Required action - In the entries below, find every line with the string "graph" and copy it.

Records to process -
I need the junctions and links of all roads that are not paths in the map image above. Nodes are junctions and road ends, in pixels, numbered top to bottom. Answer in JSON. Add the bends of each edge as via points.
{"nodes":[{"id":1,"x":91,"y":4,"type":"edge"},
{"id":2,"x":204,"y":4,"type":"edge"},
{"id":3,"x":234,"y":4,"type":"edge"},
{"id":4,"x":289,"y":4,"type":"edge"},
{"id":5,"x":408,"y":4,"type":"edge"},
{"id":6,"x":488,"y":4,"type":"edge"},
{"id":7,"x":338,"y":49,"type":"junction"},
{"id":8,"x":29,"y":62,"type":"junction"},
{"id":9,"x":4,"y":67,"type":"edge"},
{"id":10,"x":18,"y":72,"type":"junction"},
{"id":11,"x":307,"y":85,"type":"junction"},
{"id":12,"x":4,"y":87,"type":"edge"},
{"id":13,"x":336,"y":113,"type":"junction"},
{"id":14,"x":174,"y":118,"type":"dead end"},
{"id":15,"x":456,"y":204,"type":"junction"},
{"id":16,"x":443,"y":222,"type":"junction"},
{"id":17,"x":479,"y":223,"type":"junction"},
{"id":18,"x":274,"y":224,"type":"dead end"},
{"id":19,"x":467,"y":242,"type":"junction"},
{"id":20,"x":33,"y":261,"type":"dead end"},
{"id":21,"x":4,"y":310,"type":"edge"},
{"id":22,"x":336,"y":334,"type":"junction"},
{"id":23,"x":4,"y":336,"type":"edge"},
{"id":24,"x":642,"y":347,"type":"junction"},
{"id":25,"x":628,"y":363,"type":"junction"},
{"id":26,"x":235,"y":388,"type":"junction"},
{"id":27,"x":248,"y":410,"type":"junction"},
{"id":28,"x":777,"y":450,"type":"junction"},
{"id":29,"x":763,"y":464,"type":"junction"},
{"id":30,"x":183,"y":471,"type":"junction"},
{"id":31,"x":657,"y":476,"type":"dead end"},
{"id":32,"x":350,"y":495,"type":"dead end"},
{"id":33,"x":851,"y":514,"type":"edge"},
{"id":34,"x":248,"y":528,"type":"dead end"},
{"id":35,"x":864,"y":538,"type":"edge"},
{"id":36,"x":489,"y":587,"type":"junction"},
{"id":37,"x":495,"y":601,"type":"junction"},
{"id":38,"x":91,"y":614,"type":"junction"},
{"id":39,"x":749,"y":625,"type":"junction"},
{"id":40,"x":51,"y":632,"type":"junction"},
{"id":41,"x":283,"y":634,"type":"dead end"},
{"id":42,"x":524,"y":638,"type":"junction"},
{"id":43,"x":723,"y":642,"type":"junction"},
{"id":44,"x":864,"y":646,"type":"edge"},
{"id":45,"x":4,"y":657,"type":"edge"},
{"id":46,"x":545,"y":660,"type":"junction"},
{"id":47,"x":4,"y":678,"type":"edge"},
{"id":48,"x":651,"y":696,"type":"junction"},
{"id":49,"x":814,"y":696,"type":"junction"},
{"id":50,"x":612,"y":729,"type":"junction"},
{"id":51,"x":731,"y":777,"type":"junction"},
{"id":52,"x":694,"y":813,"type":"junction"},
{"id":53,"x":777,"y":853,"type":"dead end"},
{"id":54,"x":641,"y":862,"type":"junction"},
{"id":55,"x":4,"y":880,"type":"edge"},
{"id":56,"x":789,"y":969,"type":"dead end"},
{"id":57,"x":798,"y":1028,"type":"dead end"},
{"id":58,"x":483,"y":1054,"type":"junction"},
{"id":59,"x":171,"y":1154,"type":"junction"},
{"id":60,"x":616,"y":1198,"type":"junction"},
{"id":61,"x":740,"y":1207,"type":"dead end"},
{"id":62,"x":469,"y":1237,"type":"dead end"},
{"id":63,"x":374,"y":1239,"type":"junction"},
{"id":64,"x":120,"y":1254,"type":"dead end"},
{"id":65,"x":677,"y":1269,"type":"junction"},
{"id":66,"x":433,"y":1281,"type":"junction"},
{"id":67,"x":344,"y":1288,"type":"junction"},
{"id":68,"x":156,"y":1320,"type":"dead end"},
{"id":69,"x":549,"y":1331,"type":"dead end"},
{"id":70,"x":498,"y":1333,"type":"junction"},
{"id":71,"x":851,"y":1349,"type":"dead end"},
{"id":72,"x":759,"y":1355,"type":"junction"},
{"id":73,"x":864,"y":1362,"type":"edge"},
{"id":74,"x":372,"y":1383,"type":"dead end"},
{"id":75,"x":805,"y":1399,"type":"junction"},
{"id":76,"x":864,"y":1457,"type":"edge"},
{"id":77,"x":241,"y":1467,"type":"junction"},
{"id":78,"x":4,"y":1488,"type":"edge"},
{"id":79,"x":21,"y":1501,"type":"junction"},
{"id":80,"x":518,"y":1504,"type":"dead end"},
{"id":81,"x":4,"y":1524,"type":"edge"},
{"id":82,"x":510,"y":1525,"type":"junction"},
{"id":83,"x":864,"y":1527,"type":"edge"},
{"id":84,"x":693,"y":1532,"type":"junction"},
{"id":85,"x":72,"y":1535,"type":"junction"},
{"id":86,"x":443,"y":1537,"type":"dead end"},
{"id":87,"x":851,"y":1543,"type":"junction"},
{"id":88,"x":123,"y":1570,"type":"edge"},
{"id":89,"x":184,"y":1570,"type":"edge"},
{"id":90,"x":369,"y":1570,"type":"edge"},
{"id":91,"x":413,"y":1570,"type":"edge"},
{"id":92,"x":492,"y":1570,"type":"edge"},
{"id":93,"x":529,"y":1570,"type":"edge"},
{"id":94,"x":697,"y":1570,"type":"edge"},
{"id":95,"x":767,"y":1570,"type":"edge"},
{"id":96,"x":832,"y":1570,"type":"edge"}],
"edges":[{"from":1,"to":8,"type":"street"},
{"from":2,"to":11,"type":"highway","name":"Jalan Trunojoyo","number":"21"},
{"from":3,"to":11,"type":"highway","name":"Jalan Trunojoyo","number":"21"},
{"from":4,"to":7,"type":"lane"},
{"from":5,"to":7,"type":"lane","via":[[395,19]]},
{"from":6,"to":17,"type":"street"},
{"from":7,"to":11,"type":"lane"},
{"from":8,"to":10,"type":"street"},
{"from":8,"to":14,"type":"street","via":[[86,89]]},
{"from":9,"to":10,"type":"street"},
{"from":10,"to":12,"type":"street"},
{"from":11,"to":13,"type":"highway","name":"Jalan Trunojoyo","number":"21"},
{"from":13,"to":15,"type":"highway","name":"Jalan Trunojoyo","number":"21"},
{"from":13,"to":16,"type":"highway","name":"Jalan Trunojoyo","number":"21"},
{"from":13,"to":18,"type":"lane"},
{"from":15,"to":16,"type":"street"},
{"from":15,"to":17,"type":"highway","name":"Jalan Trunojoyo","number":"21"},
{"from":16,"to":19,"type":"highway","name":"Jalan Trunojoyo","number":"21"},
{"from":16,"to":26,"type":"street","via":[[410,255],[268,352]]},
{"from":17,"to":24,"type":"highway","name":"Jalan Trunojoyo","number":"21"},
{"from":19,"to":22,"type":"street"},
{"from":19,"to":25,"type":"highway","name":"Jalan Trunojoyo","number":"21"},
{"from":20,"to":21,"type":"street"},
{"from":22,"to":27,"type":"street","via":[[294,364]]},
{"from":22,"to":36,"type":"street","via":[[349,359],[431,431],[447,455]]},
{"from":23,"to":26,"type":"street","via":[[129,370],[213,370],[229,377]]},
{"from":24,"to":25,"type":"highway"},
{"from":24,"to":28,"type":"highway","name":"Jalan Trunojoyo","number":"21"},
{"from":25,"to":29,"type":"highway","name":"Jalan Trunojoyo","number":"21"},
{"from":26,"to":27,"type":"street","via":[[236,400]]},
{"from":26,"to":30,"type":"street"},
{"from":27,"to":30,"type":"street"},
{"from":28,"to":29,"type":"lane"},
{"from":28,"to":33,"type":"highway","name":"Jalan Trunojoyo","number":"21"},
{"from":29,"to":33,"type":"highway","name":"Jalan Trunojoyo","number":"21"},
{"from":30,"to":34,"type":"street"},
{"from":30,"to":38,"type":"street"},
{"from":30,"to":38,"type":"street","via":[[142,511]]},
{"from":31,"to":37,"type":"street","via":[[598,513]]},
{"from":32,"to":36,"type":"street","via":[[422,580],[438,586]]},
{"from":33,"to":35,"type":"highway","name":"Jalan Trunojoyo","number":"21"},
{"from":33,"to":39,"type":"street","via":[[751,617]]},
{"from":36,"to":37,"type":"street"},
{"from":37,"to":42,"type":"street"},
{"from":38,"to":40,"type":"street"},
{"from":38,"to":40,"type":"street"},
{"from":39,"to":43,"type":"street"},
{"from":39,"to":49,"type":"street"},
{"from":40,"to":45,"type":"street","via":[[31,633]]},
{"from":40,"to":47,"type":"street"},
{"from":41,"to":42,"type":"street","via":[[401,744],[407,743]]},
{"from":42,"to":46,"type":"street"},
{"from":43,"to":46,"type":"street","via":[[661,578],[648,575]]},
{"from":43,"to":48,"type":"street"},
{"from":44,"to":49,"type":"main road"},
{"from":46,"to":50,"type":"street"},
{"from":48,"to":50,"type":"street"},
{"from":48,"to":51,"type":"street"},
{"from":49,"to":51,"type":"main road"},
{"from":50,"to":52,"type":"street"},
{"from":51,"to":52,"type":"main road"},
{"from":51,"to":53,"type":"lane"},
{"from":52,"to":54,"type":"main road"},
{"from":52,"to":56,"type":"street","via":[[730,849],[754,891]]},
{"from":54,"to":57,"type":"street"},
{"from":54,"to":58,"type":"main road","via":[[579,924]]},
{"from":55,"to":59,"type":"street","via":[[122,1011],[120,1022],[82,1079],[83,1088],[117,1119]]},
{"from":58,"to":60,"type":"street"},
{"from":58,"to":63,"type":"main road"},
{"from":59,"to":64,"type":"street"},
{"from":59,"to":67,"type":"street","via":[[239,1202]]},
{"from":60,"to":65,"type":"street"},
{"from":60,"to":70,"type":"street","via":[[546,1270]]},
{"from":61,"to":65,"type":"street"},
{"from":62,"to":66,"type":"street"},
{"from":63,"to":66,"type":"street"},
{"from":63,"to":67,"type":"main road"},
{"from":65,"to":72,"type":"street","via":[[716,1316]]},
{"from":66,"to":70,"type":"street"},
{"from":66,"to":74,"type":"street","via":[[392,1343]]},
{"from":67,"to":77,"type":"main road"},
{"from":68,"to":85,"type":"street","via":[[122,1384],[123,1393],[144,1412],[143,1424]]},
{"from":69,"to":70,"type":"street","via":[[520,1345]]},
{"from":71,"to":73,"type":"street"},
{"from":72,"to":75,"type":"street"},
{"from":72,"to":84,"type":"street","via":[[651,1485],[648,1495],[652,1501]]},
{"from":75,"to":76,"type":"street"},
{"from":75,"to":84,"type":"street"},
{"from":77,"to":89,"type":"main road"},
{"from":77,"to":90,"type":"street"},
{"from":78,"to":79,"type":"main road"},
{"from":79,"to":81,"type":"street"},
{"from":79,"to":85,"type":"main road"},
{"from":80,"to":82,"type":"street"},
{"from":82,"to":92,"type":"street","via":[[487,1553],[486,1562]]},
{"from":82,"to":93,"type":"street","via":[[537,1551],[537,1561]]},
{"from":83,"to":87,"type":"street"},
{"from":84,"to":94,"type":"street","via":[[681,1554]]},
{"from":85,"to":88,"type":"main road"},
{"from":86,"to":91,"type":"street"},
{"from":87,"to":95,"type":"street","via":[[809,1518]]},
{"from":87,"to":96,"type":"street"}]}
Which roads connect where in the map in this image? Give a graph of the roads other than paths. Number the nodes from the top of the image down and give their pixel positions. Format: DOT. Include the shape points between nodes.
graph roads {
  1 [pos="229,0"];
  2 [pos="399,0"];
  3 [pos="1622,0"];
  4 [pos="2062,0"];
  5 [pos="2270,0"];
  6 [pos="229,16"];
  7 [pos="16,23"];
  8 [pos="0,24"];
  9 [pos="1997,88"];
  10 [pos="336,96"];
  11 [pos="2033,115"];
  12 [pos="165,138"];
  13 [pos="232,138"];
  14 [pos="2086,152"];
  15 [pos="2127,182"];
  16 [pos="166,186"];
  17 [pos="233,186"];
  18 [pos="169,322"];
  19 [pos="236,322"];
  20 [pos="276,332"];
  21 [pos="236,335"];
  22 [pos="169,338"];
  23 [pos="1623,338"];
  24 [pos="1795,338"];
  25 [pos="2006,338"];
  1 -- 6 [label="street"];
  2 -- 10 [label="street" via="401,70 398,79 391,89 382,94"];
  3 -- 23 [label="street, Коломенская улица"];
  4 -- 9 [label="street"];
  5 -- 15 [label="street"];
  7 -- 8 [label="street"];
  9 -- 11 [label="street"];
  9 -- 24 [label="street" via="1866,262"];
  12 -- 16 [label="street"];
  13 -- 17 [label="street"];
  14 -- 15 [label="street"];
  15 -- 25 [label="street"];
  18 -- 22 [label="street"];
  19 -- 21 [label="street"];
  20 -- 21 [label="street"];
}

Written solution -
Which roads connect where in the map in this image? Give a graph of the roads other than paths. Number the nodes from the top of the image down and give their pixel positions. Format: DOT. Include the shape points between nodes.
graph roads {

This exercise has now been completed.